THREE ESSAYS ON LABOUR AND HEALTH OUTCOMES OF VULNERABLE POPULATIONS IN CANADA
Abstract
This dissertation contains three essays examining the labour market and health outcomes of vulnerable populations in Canada. The first essay examines the relationship between information-processing skills, educational attainment, and labour market outcomes among Indigenous peoples in Canada, and uses the 2012 Programme for the International Assessment of Adult Competencies (PIAAC). Relative to the non-Indigenous sample, this study finds negative earning differentials, lower information-processing skills, higher unemployment, lower employment and labour market participation among Indigenous peoples. The results show a positive relationship between skills and earnings and there is no evidence of economic discrimination based on the returns to skills which are very similar for both groups.
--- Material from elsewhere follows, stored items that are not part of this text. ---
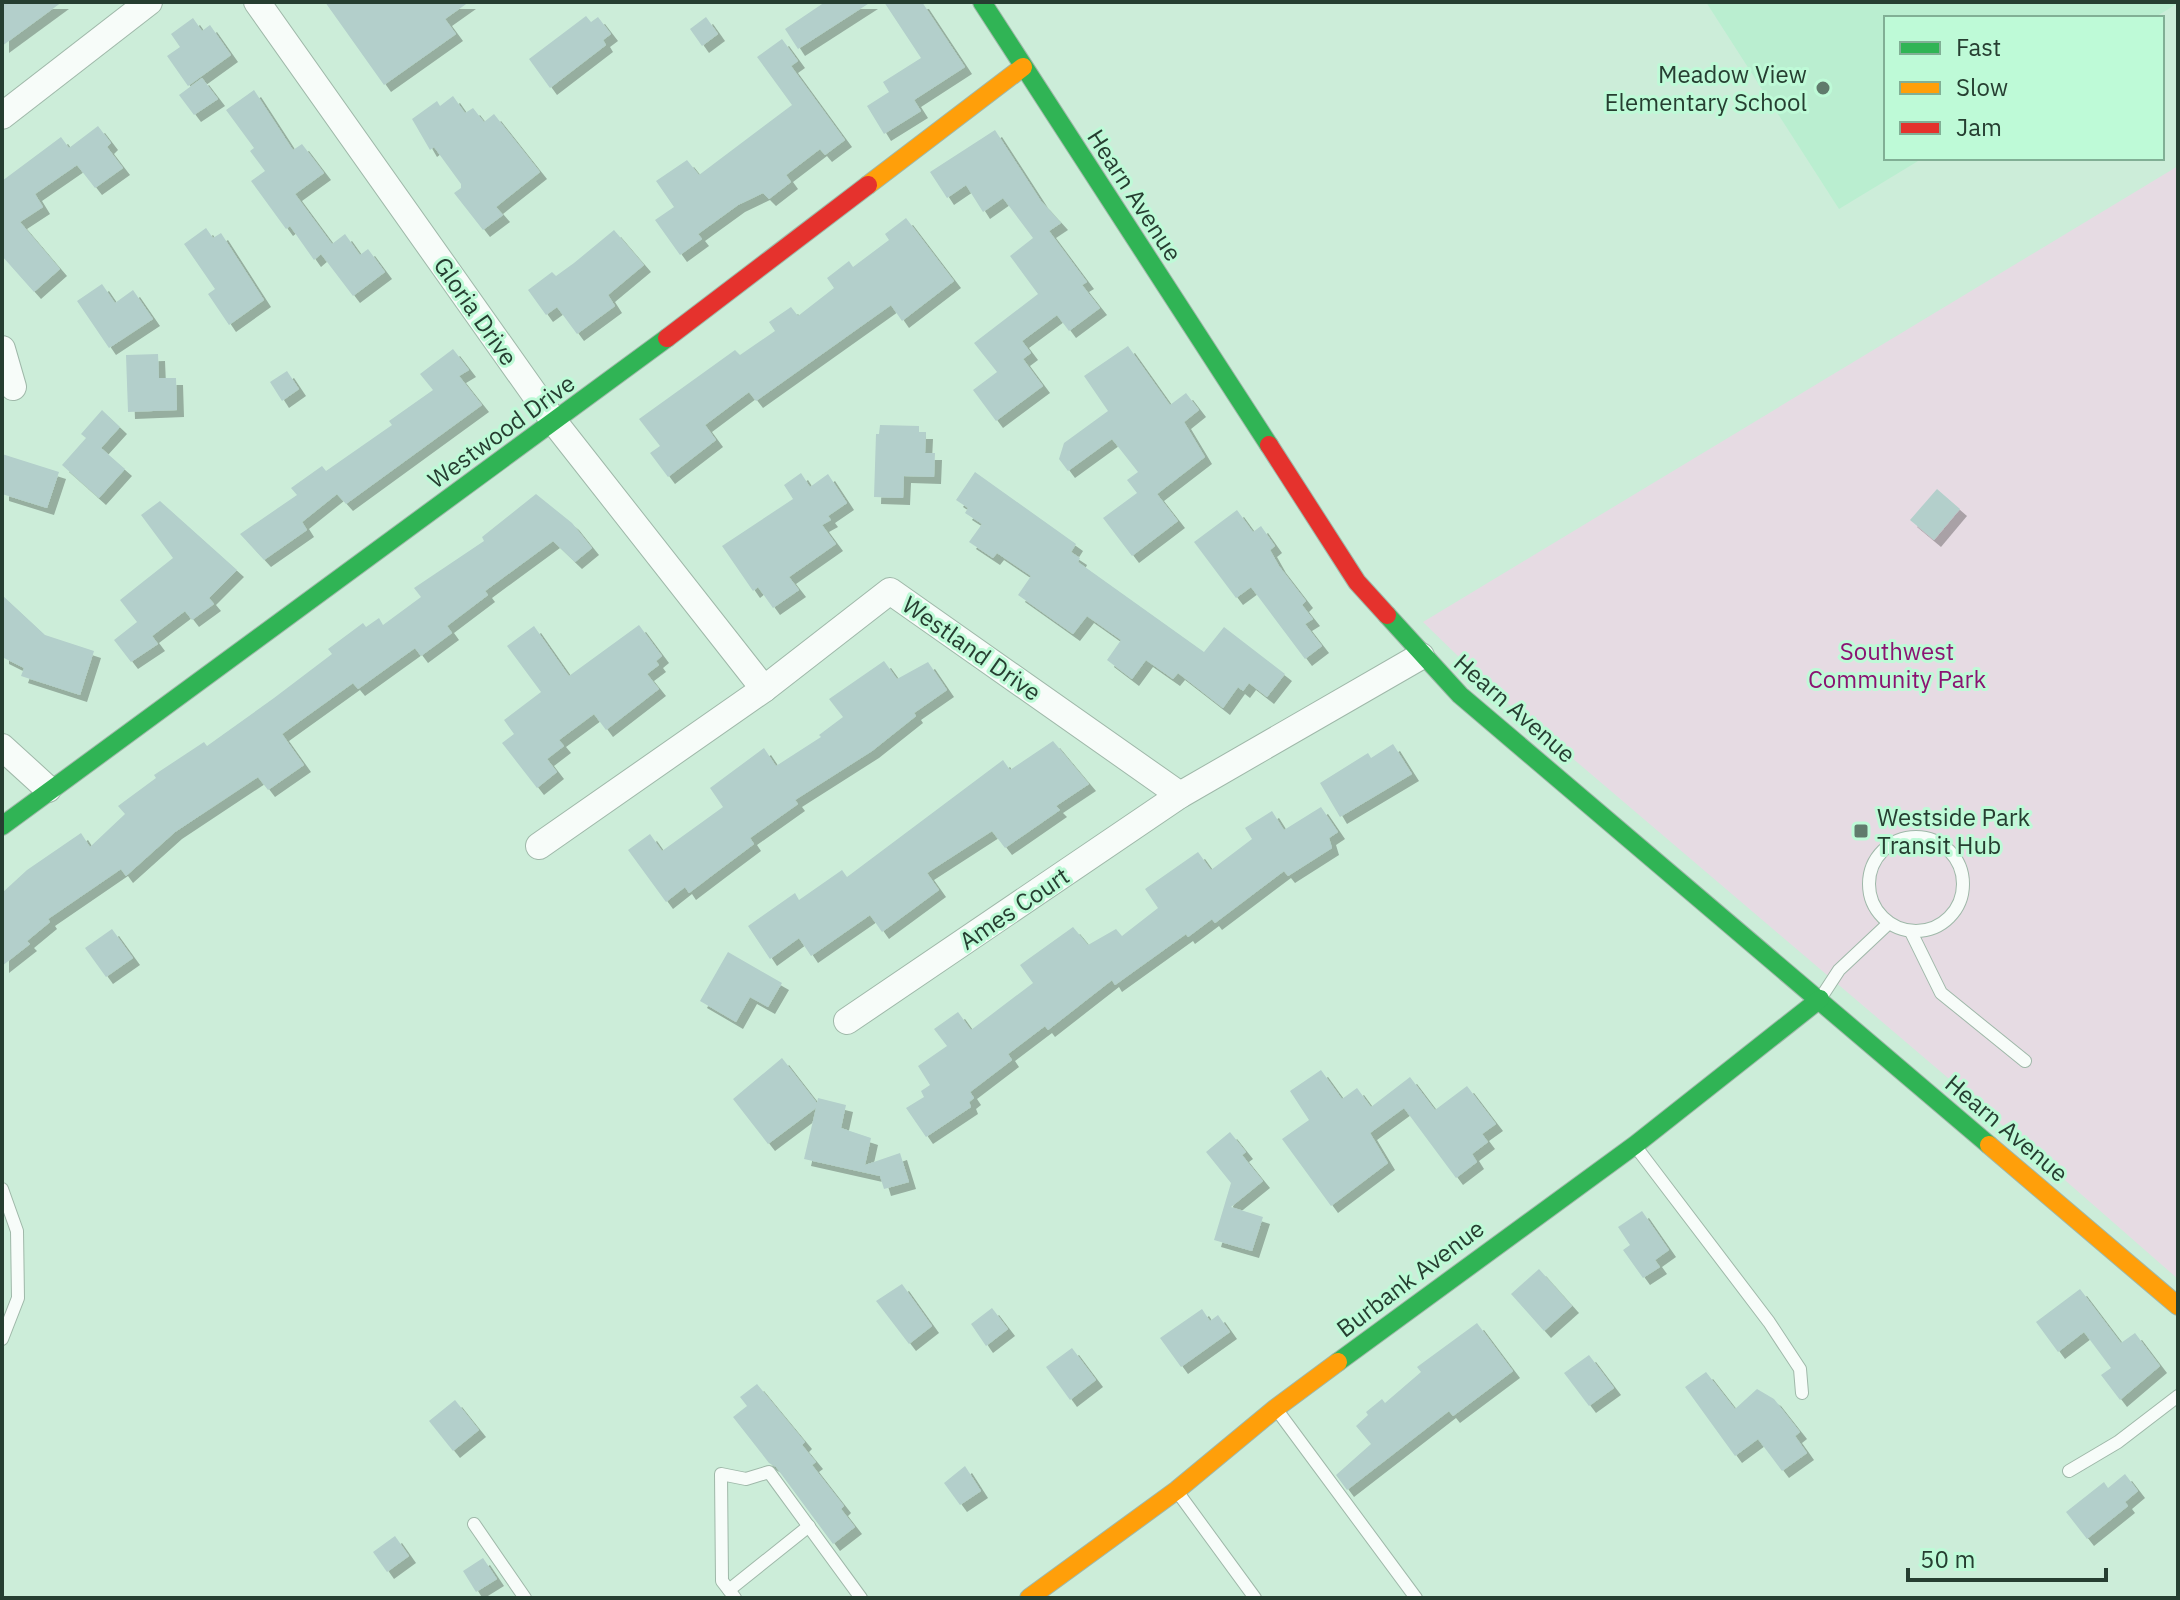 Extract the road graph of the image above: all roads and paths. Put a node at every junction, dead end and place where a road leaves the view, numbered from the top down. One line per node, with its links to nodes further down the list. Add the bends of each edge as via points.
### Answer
1 (149, 2): 5 (street)
2 (257, 2): 8 (street, Gloria Drive)
3 (982, 2): 4 (street, Hearn Avenue)
4 (1023, 67): 8 (street, Westwood Drive); 9 (street, Hearn Avenue, via 1357,582)
5 (2, 116)
6 (2, 349): 7 (street)
7 (13, 387)
8 (555, 423): 10 (street, Gloria Drive); 12 (street, Westwood Drive)
9 (1421, 656): 13 (street); 18 (street, Hearn Avenue)
10 (764, 689): 13 (street, Westland Drive, via 890,591); 15 (street, Westland Drive)
11 (2, 747): 12 (street)
12 (48, 789): 14 (street, Westwood Drive)
13 (1180, 795): 19 (street, Ames Court)
14 (2, 826)
15 (539, 846)
16 (1889, 923): 17 (lane); 17 (lane, via 1870,893 1874,862 1897,840 1928,837 1954,854 1964,885 1953,914 1942,925); 18 (lane, via 1839,970)
17 (1911, 932): 20 (lane, via 1941,993)
18 (1820, 999): 21 (street, Burbank Avenue); 23 (street, Hearn Avenue)
19 (847, 1021)
20 (2025, 1061)
21 (1635, 1145): 25 (lane, via 1769,1322 1800,1369); 27 (street, Burbank Avenue)
22 (2, 1189): 24 (lane, via 17,1231 18,1298)
23 (2178, 1306)
24 (2, 1339)
25 (1802, 1393)
26 (2178, 1396): 28 (lane)
27 (1276, 1408): 29 (street, Burbank Avenue); 37 (lane)
28 (2069, 1471)
29 (1177, 1490): 35 (street, Burbank Avenue); 36 (lane)
30 (474, 1524): 33 (lane)
31 (809, 1526): 32 (lane); 32 (lane, via 769,1472 746,1479 721,1474 722,1581); 34 (lane)
32 (732, 1594)
33 (525, 1598)
34 (861, 1598)
35 (1029, 1598)
36 (1255, 1598)
37 (1416, 1598) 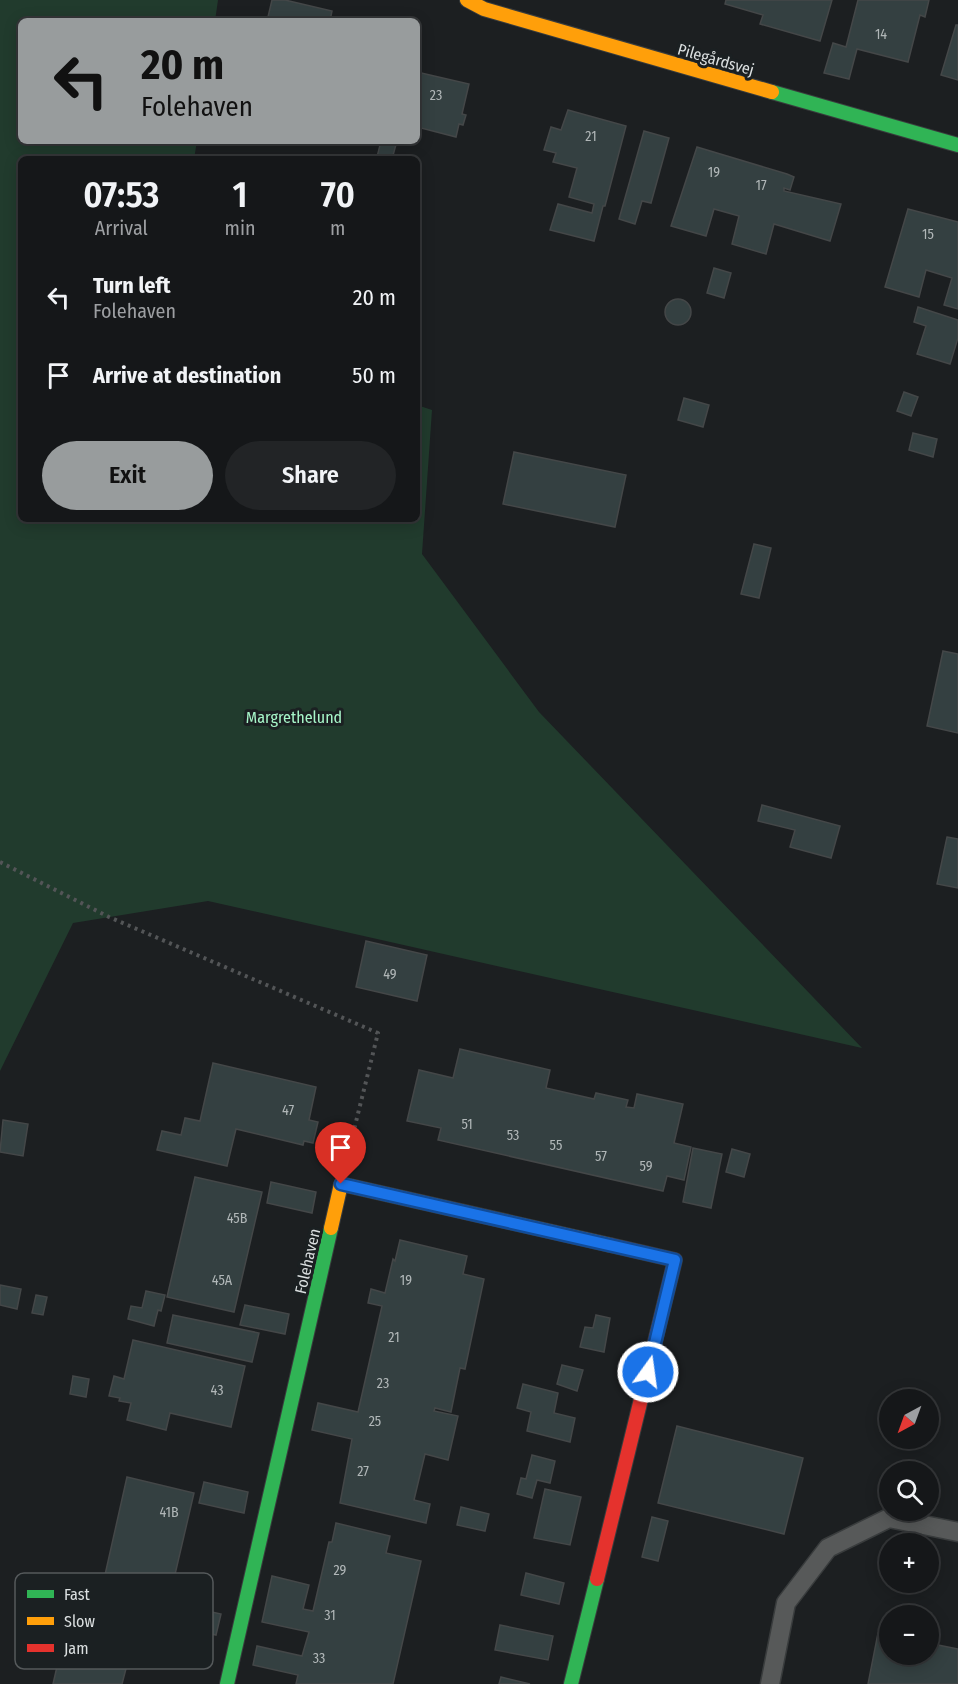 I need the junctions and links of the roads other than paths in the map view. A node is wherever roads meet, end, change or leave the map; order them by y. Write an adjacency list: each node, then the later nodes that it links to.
1 (467, 0): 2 (street, Pilegårdsvej)
2 (958, 145)
3 (958, 1532): 6 (lane)
4 (227, 1684): 5 (street, Folehaven)
5 (571, 1684)
6 (770, 1684) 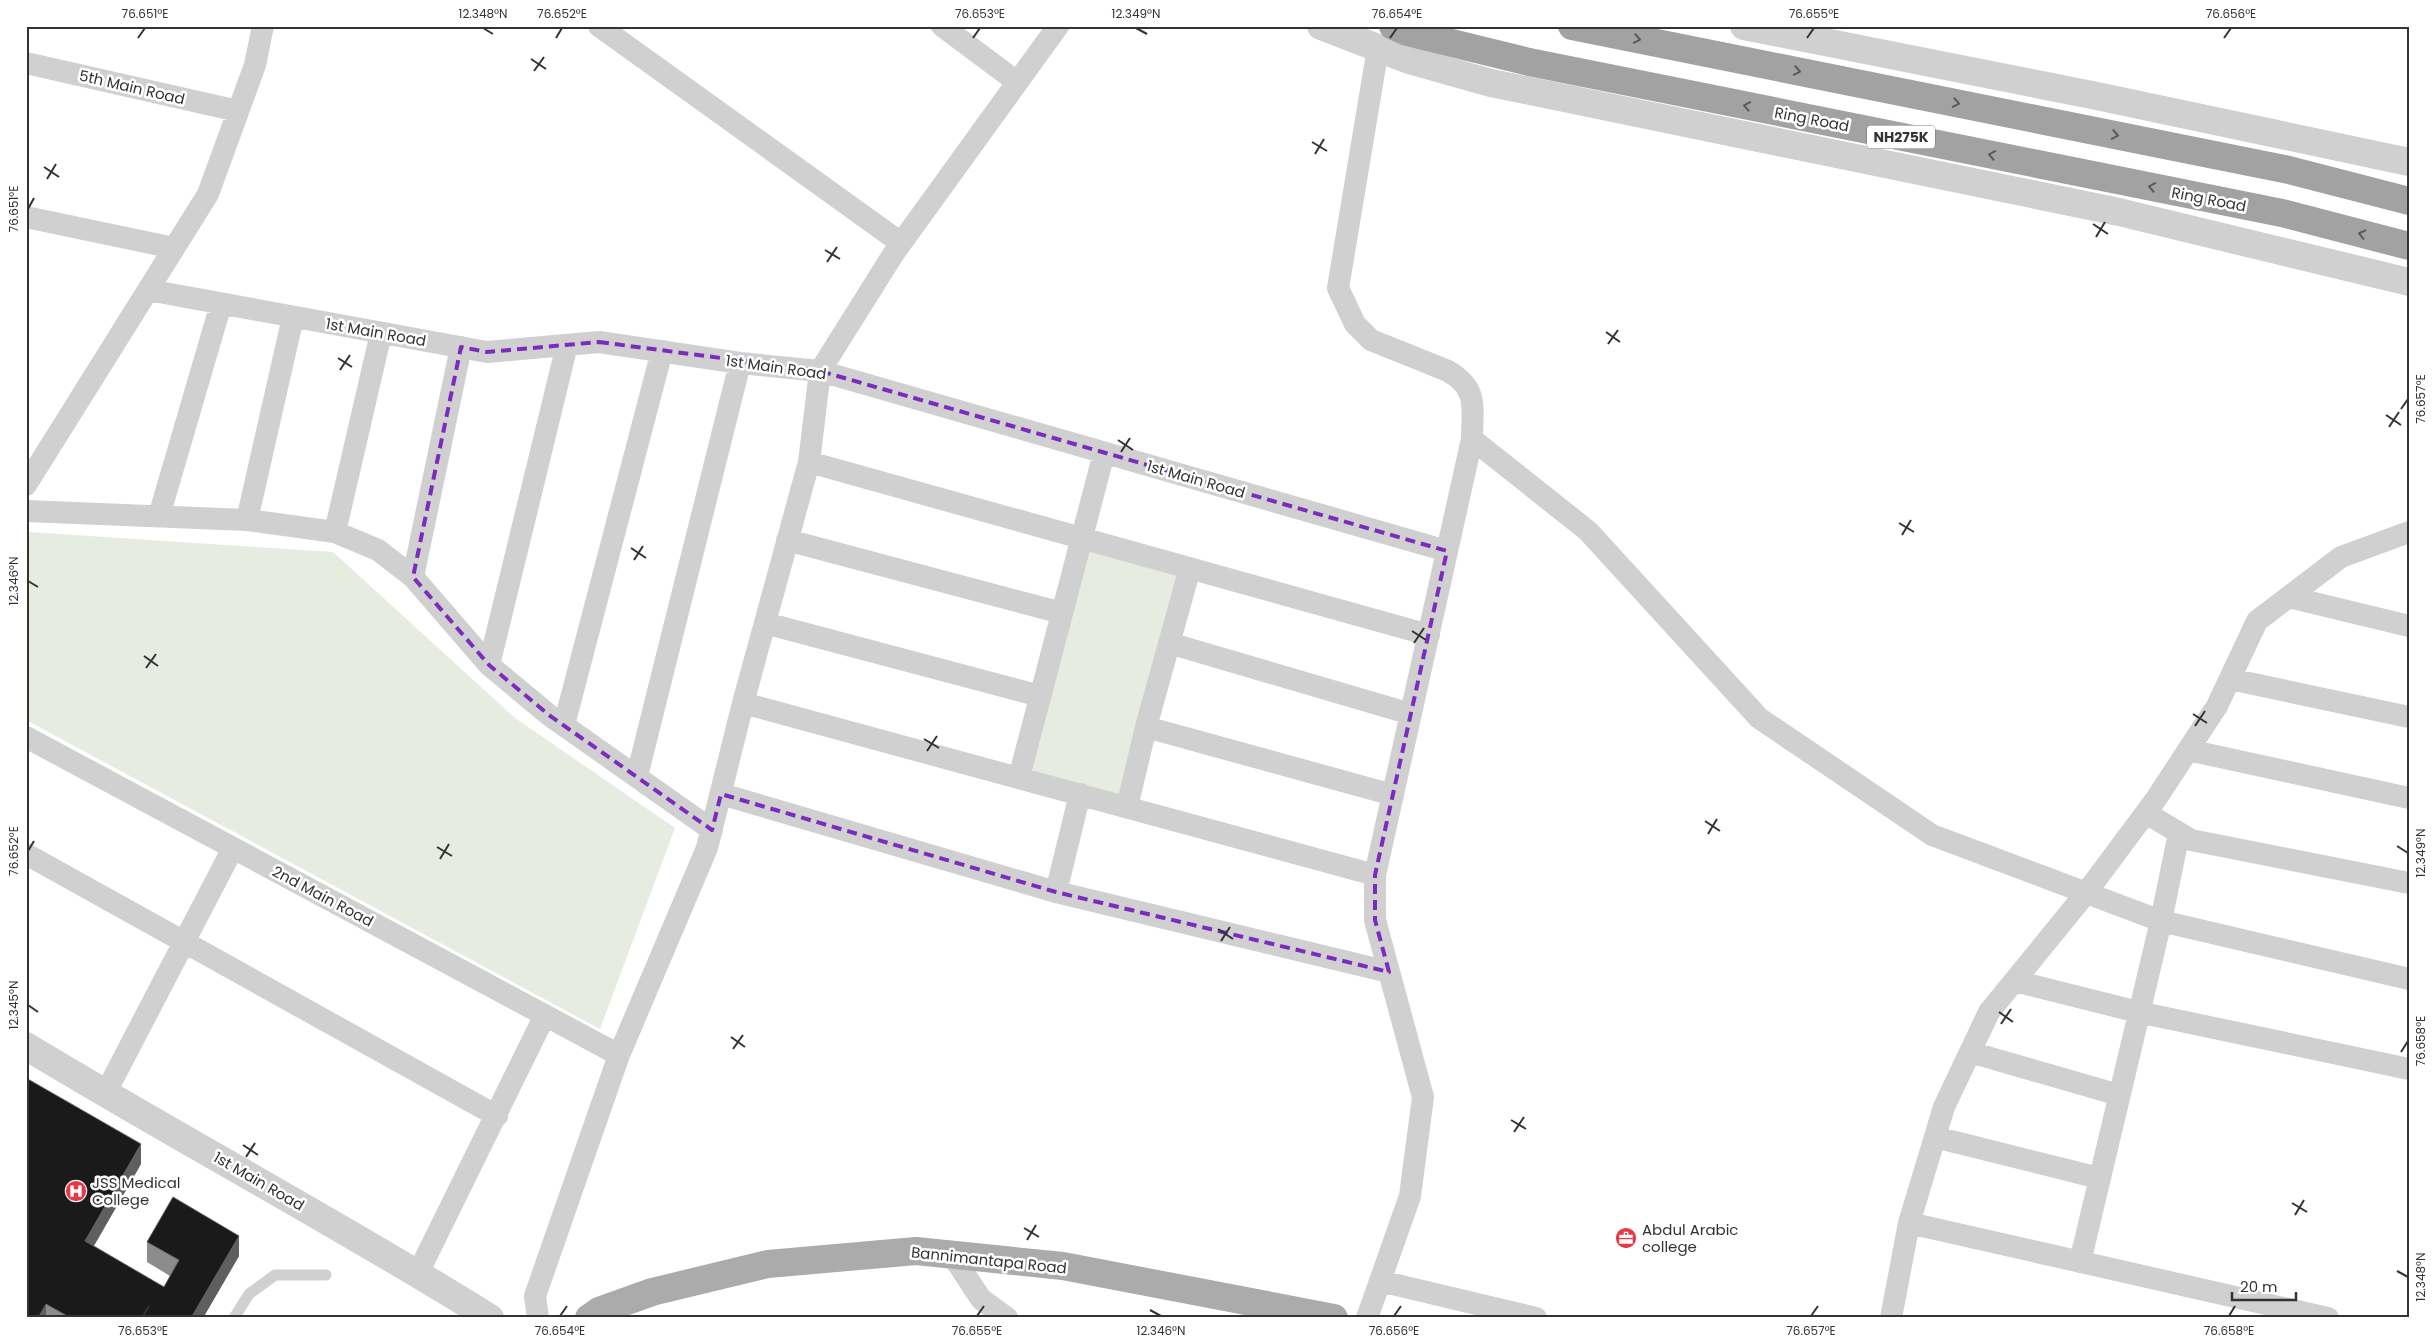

The results also imply the need to consider barriers to education faced by Indigenous peoples. The second essay measures and examines the gender gaps in the health status among Indigenous adults living off-reserve in 2001, 2006 and 2012 with three corresponded Aboriginal People Surveys (APS). It shows that the self-rated general health gap between Indigenous males and females widened from 1.6 to 5.2 percentage point between 2001 and 2012. Oaxaca-Blinder decomposition shows that differences in the observable characteristics between males and females explain more than half of the gender difference in good general health. Specifically, the results indicated that improving socioeconomic status and participation in traditional activities of females to the level of males will effectively reduce the gender health gap among Indigenous peoples in Canada. The third essay investigates the causal detrimental effect of Ramadan fasting during pregnancy on infant birth weight and fraction of male births in Canada. With seven million birth record from 1990-2016 Canadian Vital Statistics Birth Record, and large variation in daylight hours within geographic locations over time, as well as across locations, this study also enables estimations of a large amount variation in Ramadan fasting hours. The results show that babies of Muslim mothers have lower average birth weight and are more likely to be below the low birth threshold. Moreover, once the extreme fasting hours are removed, modest reductions are found in birth weight associated with Ramadan falling on the ninth, seventh or fifth month of pregnancy.